▶ [Task item]: Please reproduce the data exactly, excluding any pictures it contains.

▶ [Provided information]:
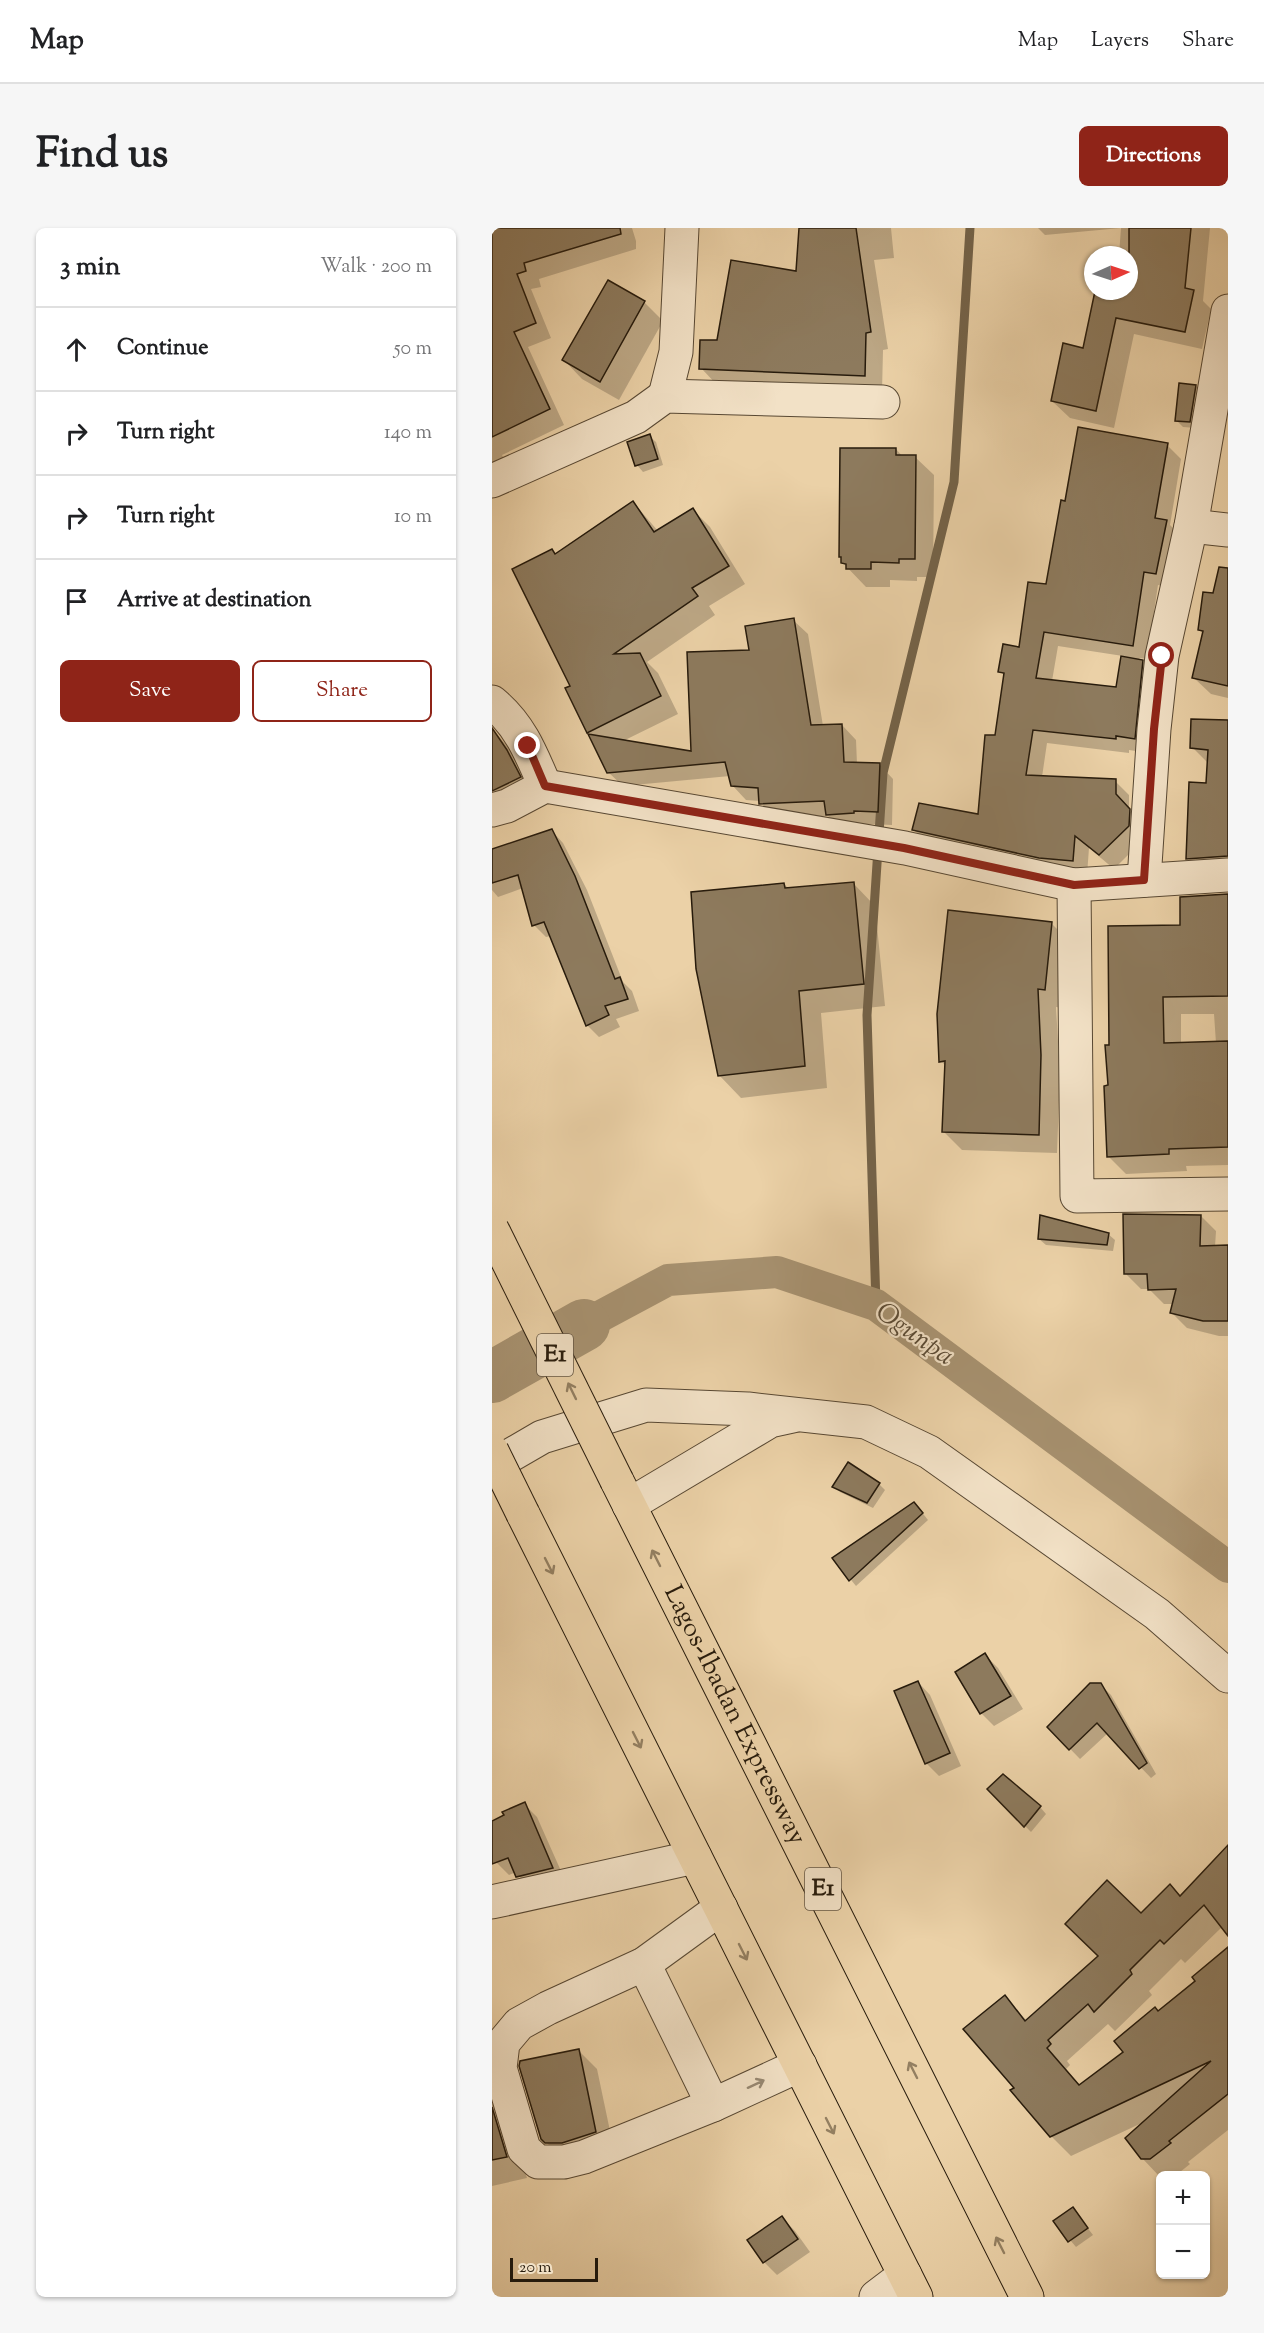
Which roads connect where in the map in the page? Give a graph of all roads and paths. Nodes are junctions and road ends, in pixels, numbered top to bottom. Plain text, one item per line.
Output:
1 (682, 228) edge
2 (1228, 310) edge
3 (665, 396) junction
4 (883, 402) dead end
5 (492, 481) edge
6 (1191, 526) junction
7 (1228, 530) edge
8 (492, 702) edge
9 (545, 786) junction
10 (492, 810) edge
11 (1228, 875) edge
12 (1144, 880) junction
13 (1074, 885) junction
14 (1228, 1194) edge
15 (492, 1230) edge
16 (805, 1414) junction
17 (492, 1451) edge
18 (492, 1466) edge
19 (623, 1493) junction
20 (1228, 1676) edge
21 (695, 1857) junction
22 (492, 1902) edge
23 (721, 1908) junction
24 (644, 1964) junction
25 (800, 2065) junction
26 (713, 2105) junction
27 (910, 2286) edge
28 (876, 2297) edge
29 (1027, 2297) edge

1 - 3 street
2 - 6 street
3 - 4 street
3 - 5 street
6 - 7 street
6 - 12 street
8 - 9 street
9 - 10 street
9 - 13 street
11 - 12 street
12 - 13 street
13 - 14 street
19 -> 15 highway, Lagos-Ibadan Expressway / E1, bridge
16 - 18 street
16 - 19 street
16 - 20 street
17 -> 21 highway, bridge
29 -> 19 highway, Lagos-Ibadan Expressway / E1
21 - 22 street
21 - 23 highway
23 - 24 street
23 -> 25 highway
24 - 26 street
24 - 26 street
26 -> 25 street
25 -> 27 highway
27 - 28 street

▶ [Result of the exercise]:
Which roads connect where in the map in the page? Give a graph of all roads and paths. Nodes are junctions and road ends, in pixels, numbered top to bottom. Plain text, one item per line.
Output:
1 (682, 228) edge
2 (1228, 310) edge
3 (665, 396) junction
4 (883, 402) dead end
5 (492, 481) edge
6 (1191, 526) junction
7 (1228, 530) edge
8 (492, 702) edge
9 (545, 786) junction
10 (492, 810) edge
11 (1228, 875) edge
12 (1144, 880) junction
13 (1074, 885) junction
14 (1228, 1194) edge
15 (492, 1230) edge
16 (805, 1414) junction
17 (492, 1451) edge
18 (492, 1466) edge
19 (623, 1493) junction
20 (1228, 1676) edge
21 (695, 1857) junction
22 (492, 1902) edge
23 (721, 1908) junction
24 (644, 1964) junction
25 (800, 2065) junction
26 (713, 2105) junction
27 (910, 2286) edge
28 (876, 2297) edge
29 (1027, 2297) edge

1 - 3 street
2 - 6 street
3 - 4 street
3 - 5 street
6 - 7 street
6 - 12 street
8 - 9 street
9 - 10 street
9 - 13 street
11 - 12 street
12 - 13 street
13 - 14 street
19 -> 15 highway, Lagos-Ibadan Expressway / E1, bridge
16 - 18 street
16 - 19 street
16 - 20 street
17 -> 21 highway, bridge
29 -> 19 highway, Lagos-Ibadan Expressway / E1
21 - 22 street
21 - 23 highway
23 - 24 street
23 -> 25 highway
24 - 26 street
24 - 26 street
26 -> 25 street
25 -> 27 highway
27 - 28 street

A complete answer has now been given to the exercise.